- [Task to carry out]: Look through the lines below and extract each one that contains "bridge".

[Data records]
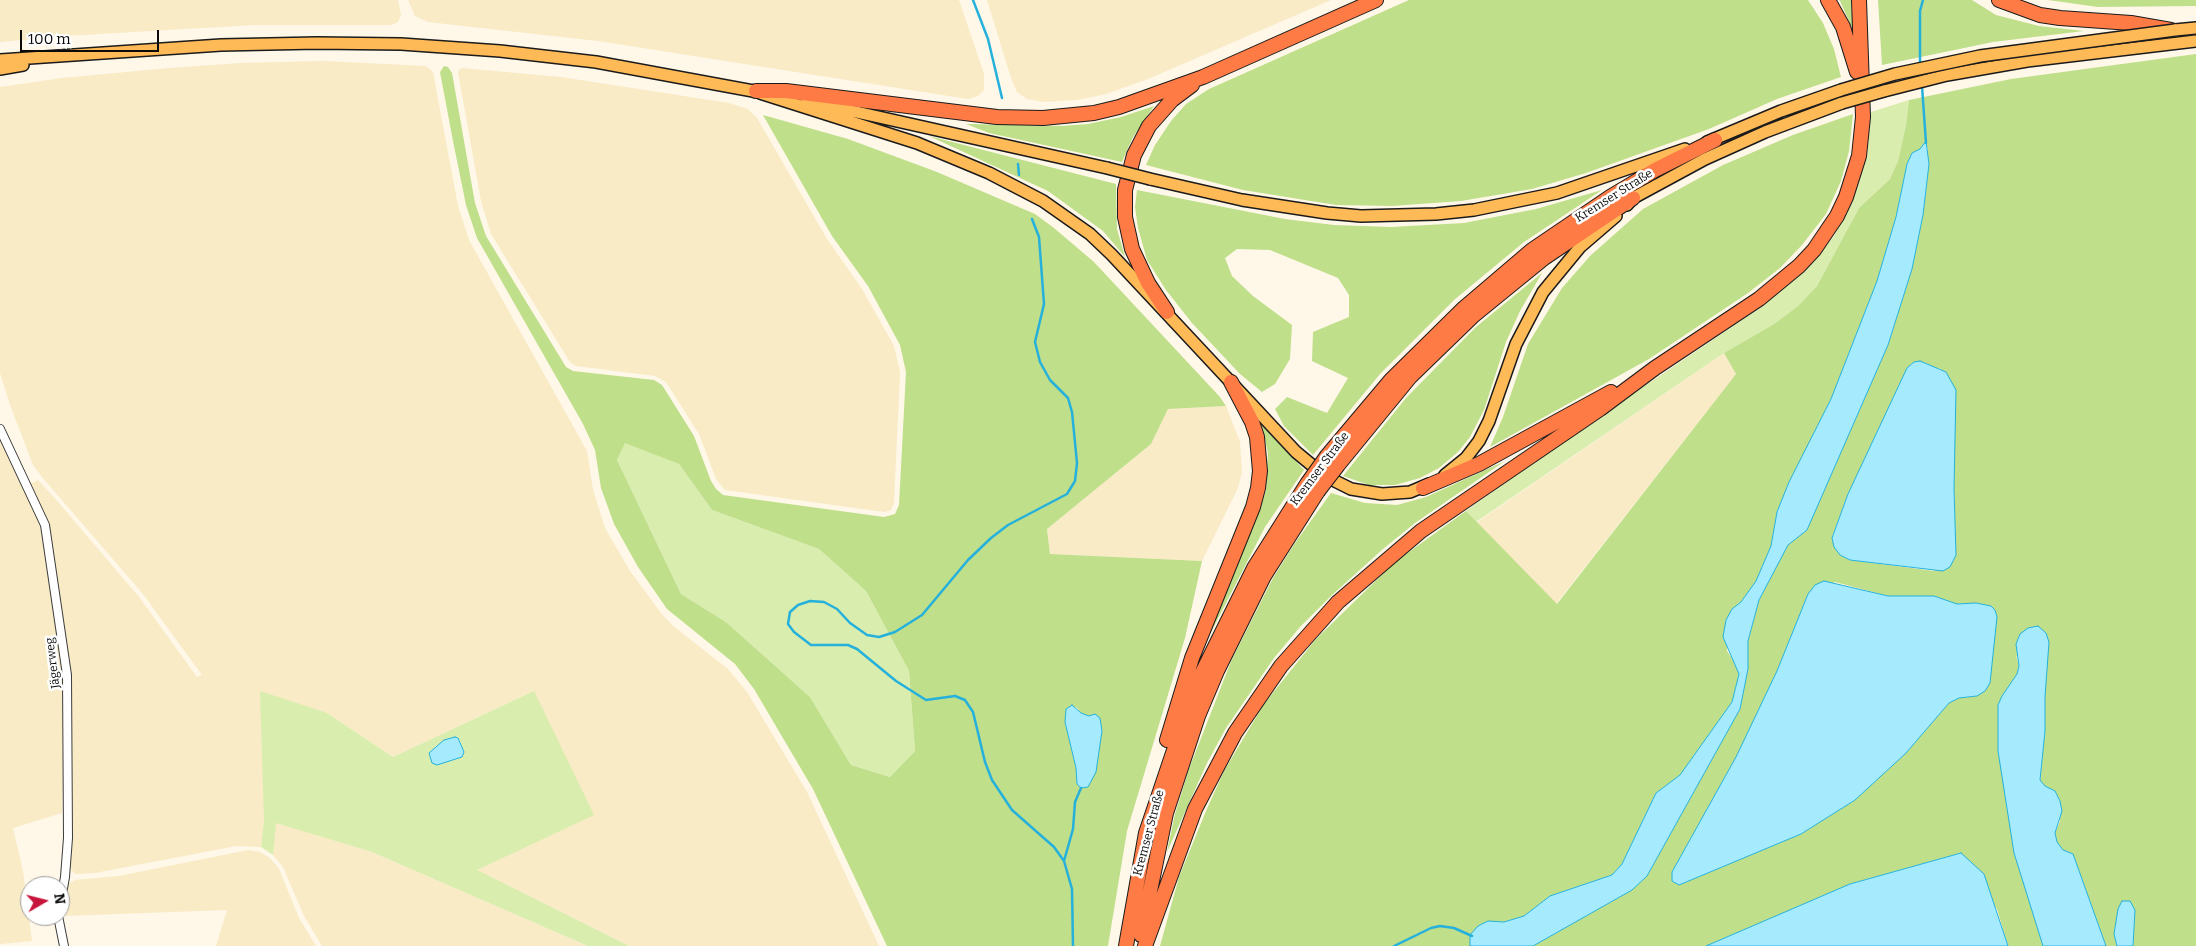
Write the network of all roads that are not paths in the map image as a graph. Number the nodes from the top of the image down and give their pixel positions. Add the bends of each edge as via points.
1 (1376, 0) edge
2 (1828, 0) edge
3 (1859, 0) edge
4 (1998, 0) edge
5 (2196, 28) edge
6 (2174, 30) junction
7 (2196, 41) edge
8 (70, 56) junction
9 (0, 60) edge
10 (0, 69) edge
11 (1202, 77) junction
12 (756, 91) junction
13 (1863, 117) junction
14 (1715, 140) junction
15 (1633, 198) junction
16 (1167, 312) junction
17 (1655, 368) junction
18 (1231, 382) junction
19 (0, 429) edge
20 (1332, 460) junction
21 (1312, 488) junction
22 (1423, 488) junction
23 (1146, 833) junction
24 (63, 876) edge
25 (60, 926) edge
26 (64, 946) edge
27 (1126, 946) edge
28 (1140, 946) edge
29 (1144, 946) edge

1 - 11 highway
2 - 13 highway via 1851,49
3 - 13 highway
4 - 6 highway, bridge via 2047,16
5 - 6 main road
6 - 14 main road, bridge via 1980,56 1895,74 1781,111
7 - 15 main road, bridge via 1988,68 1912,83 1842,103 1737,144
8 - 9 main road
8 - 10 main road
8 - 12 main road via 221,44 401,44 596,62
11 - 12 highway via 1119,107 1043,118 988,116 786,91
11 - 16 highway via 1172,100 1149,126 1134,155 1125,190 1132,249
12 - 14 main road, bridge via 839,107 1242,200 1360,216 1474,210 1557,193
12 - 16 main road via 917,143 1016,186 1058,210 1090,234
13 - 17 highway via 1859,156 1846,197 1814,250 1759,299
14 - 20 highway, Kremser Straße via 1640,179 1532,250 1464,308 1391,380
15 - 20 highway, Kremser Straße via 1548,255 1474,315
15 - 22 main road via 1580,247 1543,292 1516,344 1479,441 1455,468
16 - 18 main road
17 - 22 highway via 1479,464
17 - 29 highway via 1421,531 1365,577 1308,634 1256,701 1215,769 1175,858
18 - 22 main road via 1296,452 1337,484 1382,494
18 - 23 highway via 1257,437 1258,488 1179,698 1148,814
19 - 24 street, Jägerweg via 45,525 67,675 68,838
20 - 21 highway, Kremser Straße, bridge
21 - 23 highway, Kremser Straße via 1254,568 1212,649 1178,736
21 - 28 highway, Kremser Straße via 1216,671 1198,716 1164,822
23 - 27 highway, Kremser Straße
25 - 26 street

- [Problem solution]:
4 - 6 highway, bridge via 2047,16
6 - 14 main road, bridge via 1980,56 1895,74 1781,111
7 - 15 main road, bridge via 1988,68 1912,83 1842,103 1737,144
12 - 14 main road, bridge via 839,107 1242,200 1360,216 1474,210 1557,193
20 - 21 highway, Kremser Straße, bridge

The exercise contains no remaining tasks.